Security hardening checklist
- Claim
/admin/setupbefore the host is publicly reachable. The first visitor wins it. - Set
CONFIG_SECRETso the on-disk config, which can hold backend credentials, is encrypted at rest. - Terminate TLS at Nginx and enable Force SSL in Settings. Never expose 8334 directly.
- Leave the Local backend disabled on any internet-facing instance; it exposes the container filesystem to the admin.
- Keep the log level at INFO in production. DEBUG prints IdP attributes and is for troubleshooting only.
- Restrict which backends appear on the login page to the ones you actually use, so the form gives nothing away.
Error index
Blank page, browser redirects to “http://https://your-host”
The configured host carries a scheme. In Settings, set the host to the bare domain with no https:// and enable Force SSL. The frontend then computes a valid origin instead of concatenating two schemes.
Office editor spins forever or logs “insecure WebSocket”
Add --o:ssl.termination=true to the Collabora container so it builds wss:// URLs behind your TLS-terminating proxy.
Office editor shows a frame-ancestors CSP violation
Collabora is blocking the embed. Add your Filestash domain to --o:net.frame_ancestors and recreate the container.
“Bad Request: can’t get things in file.docx”
You navigated to a file by its raw URL. Open files by clicking them in the listing so Filestash routes them through the correct viewer.
nginx: unknown directive “http2”
Nginx 1.24 on Ubuntu 24.04 does not support the standalone http2 on; directive. Use listen 443 ssl http2; on the listen line instead.
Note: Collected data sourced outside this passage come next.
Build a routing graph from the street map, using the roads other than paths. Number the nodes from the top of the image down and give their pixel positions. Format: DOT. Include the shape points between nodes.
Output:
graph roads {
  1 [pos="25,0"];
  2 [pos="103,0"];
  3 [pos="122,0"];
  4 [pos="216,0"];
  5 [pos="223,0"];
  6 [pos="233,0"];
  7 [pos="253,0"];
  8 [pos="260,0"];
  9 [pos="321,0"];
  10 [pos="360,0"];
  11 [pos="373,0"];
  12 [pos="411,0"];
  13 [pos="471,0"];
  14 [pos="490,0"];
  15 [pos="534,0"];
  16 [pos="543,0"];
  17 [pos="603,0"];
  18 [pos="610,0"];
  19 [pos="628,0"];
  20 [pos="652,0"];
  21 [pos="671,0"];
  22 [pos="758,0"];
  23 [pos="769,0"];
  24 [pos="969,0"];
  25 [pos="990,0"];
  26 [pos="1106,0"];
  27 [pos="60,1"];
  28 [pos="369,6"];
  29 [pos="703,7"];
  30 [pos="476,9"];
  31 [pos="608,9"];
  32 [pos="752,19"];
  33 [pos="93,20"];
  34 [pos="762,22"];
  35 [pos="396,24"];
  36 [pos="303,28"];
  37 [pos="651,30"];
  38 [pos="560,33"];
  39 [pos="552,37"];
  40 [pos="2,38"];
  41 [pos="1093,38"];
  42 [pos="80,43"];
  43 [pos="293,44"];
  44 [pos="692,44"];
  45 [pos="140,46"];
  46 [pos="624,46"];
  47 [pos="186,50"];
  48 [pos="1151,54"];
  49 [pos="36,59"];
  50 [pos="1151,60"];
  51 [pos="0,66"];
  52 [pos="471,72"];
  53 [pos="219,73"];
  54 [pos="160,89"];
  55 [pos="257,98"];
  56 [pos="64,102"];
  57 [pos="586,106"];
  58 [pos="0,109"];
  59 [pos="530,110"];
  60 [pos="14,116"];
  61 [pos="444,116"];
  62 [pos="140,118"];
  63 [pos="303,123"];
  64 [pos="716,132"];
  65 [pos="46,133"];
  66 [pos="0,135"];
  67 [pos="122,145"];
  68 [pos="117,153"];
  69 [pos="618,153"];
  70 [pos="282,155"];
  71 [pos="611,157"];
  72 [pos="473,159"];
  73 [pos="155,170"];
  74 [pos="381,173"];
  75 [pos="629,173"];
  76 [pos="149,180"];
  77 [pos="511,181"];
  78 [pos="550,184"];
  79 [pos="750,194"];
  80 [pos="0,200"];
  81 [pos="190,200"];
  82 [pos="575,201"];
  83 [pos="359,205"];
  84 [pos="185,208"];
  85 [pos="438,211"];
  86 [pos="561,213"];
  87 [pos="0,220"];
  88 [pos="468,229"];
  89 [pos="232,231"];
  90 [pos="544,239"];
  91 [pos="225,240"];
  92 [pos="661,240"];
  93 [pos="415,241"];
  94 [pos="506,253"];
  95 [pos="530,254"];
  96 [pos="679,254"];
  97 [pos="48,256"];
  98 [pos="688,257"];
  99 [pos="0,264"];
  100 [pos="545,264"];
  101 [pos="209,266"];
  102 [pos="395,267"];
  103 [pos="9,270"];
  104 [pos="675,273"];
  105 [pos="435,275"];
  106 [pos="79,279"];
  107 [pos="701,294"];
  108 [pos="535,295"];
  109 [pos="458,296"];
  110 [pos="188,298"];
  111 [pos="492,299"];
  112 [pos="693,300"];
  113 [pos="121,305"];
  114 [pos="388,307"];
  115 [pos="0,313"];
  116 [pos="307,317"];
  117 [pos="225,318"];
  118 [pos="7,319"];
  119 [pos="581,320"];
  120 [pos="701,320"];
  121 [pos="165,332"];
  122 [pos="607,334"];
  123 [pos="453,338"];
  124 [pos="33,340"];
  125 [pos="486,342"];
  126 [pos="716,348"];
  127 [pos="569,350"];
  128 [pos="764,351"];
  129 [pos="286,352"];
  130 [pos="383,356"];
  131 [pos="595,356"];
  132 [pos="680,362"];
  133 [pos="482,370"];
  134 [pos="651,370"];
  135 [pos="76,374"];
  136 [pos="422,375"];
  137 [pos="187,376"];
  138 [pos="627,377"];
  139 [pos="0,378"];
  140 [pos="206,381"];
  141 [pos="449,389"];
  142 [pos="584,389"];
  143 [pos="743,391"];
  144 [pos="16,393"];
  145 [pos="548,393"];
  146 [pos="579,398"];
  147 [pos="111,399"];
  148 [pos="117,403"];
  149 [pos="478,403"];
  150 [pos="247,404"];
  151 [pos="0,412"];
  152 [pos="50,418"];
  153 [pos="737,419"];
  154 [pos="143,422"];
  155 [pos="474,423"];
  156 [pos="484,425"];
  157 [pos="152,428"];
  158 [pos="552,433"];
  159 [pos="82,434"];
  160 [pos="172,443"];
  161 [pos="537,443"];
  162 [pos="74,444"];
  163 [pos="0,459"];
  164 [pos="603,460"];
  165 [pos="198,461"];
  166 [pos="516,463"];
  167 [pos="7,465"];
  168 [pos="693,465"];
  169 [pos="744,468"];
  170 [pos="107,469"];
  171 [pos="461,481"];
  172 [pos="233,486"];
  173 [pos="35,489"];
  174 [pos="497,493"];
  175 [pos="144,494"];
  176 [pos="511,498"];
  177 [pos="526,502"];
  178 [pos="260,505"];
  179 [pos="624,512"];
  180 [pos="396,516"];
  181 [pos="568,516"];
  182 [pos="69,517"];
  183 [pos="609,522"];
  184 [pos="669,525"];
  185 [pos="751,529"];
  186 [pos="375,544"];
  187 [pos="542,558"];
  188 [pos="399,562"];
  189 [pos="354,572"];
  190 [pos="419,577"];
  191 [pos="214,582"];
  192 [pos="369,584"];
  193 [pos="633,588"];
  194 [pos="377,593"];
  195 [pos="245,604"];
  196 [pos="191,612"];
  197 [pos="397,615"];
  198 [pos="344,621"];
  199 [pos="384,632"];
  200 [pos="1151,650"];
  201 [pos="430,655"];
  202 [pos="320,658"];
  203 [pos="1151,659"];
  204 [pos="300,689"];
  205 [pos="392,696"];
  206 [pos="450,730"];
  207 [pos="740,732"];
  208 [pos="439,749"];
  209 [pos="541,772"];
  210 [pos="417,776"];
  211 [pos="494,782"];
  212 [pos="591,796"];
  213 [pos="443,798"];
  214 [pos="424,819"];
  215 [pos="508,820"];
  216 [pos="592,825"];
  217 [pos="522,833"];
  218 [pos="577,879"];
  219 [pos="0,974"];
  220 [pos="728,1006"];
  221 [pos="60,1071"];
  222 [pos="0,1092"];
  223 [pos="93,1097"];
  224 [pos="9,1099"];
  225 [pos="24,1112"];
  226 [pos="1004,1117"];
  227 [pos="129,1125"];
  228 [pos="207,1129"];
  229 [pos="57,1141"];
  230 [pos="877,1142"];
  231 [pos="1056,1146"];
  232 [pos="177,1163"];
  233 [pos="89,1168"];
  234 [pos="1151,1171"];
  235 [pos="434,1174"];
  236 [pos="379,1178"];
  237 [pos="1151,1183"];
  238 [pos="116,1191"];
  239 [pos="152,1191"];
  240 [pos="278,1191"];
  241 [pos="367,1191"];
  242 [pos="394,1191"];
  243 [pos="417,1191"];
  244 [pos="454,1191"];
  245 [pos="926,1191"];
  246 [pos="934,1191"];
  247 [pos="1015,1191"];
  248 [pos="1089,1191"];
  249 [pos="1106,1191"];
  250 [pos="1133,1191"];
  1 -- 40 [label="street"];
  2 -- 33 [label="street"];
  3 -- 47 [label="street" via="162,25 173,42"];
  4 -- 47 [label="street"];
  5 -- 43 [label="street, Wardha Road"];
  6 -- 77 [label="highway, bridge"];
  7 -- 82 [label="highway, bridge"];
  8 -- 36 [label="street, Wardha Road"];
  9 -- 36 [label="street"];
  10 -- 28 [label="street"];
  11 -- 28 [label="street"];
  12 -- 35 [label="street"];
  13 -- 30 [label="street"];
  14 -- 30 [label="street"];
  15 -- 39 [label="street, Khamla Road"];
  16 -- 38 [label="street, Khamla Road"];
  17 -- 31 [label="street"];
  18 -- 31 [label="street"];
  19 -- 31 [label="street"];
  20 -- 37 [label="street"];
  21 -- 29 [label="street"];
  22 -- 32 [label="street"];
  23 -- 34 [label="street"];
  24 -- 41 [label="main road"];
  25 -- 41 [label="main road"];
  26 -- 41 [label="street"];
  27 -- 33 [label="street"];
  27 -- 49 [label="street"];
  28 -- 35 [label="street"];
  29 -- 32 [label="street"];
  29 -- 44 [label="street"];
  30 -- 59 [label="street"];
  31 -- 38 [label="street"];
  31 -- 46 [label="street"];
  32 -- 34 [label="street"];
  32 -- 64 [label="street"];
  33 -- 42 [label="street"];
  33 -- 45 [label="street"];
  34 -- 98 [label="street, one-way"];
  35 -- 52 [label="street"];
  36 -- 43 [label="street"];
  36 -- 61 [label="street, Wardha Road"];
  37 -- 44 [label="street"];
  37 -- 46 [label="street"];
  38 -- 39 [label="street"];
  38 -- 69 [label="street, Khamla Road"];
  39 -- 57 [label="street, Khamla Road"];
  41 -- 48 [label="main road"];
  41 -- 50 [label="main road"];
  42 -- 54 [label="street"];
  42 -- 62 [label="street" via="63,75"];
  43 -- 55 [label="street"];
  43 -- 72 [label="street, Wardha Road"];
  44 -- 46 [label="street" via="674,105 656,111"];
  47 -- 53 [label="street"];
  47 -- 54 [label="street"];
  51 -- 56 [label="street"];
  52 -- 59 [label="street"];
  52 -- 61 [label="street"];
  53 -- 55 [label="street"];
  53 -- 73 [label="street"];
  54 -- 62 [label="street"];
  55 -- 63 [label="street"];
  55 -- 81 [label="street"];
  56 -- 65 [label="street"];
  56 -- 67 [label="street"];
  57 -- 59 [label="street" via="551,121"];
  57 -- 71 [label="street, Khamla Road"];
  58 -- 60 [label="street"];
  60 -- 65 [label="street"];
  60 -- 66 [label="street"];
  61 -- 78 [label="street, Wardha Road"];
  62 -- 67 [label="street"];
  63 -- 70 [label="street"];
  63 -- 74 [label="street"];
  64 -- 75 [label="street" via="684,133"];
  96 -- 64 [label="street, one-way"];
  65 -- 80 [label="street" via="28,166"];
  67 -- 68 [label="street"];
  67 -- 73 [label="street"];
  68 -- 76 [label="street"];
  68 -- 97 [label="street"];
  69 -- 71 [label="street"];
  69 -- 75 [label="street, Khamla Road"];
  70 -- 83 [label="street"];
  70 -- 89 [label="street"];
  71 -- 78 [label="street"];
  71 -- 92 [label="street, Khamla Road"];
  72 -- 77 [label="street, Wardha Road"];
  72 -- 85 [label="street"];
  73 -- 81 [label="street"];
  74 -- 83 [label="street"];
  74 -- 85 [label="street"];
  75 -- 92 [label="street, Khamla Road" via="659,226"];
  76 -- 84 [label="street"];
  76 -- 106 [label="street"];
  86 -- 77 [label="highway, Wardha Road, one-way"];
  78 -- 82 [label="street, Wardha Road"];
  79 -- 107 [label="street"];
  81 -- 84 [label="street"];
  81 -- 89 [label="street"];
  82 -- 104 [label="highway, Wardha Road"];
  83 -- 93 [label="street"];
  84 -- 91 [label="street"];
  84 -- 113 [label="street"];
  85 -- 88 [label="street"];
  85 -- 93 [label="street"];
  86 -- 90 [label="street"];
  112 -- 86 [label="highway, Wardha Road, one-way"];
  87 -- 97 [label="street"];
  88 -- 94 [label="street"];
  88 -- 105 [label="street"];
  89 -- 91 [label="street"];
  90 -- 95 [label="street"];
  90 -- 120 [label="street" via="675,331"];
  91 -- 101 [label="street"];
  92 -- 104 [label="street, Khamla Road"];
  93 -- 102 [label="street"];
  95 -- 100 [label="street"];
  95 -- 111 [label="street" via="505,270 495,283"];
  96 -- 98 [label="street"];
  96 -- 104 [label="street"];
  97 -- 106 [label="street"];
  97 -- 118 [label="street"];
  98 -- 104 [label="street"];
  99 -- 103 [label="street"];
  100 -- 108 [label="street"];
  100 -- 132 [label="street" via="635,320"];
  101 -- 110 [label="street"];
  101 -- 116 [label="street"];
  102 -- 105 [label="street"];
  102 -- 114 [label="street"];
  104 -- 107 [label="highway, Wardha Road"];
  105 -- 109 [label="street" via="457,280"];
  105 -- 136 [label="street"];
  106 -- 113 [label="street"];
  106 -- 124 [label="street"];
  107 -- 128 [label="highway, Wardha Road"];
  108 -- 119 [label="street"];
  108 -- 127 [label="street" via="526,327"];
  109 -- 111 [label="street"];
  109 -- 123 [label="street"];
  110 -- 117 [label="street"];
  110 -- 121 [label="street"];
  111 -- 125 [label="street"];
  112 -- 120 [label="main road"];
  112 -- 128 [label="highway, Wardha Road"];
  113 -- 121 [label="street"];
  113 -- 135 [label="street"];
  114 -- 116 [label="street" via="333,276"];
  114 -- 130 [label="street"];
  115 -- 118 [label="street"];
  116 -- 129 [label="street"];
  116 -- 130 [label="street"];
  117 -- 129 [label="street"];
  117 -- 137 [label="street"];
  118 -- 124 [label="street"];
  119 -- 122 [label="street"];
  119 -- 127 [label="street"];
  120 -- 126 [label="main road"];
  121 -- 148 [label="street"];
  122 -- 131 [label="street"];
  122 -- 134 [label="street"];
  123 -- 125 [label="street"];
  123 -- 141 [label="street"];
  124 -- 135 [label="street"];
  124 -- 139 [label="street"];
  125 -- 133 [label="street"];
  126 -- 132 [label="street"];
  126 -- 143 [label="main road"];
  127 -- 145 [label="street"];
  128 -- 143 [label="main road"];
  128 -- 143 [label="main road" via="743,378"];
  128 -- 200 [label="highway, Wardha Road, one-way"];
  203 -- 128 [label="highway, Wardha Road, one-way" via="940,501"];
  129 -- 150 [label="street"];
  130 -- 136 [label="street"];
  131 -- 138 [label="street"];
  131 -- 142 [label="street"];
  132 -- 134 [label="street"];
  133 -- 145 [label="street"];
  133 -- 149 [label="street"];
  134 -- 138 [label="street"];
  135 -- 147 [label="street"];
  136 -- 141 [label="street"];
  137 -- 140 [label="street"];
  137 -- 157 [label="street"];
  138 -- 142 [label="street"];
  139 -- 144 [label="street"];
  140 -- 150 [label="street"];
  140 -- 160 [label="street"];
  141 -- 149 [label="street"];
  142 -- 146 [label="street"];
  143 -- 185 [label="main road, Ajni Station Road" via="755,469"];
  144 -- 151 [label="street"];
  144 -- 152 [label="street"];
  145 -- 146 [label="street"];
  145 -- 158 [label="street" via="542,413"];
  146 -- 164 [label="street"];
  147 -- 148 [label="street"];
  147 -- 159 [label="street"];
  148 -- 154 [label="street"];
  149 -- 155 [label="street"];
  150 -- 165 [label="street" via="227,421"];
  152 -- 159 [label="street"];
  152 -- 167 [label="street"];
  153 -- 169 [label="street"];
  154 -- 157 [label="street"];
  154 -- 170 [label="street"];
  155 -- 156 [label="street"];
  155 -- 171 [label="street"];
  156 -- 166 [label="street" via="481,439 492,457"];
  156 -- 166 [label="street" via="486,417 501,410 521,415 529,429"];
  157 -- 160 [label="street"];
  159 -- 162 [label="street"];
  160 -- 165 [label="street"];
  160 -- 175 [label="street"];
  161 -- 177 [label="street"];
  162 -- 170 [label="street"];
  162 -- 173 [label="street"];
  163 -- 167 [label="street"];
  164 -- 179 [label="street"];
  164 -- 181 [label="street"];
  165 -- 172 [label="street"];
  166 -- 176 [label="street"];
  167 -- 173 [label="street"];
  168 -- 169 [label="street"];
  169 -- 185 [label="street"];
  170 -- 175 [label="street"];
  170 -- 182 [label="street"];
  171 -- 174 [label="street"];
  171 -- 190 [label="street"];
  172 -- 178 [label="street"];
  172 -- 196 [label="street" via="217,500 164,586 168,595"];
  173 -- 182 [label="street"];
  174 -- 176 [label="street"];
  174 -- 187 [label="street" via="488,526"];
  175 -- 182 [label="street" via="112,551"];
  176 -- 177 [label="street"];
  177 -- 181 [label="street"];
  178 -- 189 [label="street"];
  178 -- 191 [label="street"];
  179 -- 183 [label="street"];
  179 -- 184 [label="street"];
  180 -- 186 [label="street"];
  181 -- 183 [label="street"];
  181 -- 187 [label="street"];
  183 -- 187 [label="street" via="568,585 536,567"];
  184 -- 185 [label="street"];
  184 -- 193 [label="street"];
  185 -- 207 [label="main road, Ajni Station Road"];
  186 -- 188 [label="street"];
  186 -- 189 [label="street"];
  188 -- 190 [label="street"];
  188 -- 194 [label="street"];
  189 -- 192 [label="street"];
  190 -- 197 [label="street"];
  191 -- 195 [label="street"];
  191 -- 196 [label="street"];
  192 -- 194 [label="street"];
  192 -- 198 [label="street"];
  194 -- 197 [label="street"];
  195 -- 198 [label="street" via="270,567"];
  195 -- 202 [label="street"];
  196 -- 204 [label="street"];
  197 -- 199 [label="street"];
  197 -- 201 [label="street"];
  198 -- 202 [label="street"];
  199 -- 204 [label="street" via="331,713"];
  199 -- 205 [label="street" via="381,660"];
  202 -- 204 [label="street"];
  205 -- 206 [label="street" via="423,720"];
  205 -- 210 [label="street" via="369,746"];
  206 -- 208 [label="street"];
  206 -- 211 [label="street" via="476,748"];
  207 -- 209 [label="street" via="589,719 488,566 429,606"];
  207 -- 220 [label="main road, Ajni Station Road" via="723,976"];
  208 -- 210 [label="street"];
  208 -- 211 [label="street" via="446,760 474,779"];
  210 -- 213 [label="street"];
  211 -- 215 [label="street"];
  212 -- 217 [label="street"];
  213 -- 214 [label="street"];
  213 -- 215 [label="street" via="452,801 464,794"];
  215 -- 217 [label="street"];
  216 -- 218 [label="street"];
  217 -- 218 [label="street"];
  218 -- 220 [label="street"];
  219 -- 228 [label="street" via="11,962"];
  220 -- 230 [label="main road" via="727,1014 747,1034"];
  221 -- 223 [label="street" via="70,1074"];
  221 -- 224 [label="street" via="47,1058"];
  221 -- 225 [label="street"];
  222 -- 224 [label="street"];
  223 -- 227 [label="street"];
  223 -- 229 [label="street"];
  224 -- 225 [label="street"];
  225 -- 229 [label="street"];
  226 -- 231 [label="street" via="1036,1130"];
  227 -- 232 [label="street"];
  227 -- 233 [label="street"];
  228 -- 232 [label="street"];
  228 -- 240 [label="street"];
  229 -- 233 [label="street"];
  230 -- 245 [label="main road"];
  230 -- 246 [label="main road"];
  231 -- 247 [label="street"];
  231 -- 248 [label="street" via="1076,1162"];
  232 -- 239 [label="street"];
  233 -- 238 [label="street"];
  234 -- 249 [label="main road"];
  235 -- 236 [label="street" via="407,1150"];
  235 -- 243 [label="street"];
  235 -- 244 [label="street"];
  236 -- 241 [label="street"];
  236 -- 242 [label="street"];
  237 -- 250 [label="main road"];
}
A minimal hardened Compose file
Filestash on its own, no office editing, encrypted config, ready to sit behind your Nginx reverse proxy:
services:
app:
container_name: filestash
image: machines/filestash:latest
restart: always
environment:
- APPLICATION_URL=
- CONFIG_SECRET=change-me-to-a-long-random-string
ports:
- "127.0.0.1:8334:8334"
volumes:
- filestash:/app/data/state/
volumes:
filestash: {}
Binding the port to 127.0.0.1 means only the local Nginx can reach Filestash, never the open internet. Pair this with the reverse-proxy and TLS steps from the install guide and the deployment is both private and encrypted. Keep this page bookmarked next to the admin console; the backend field tables and the error index are the two sections you will reach for most.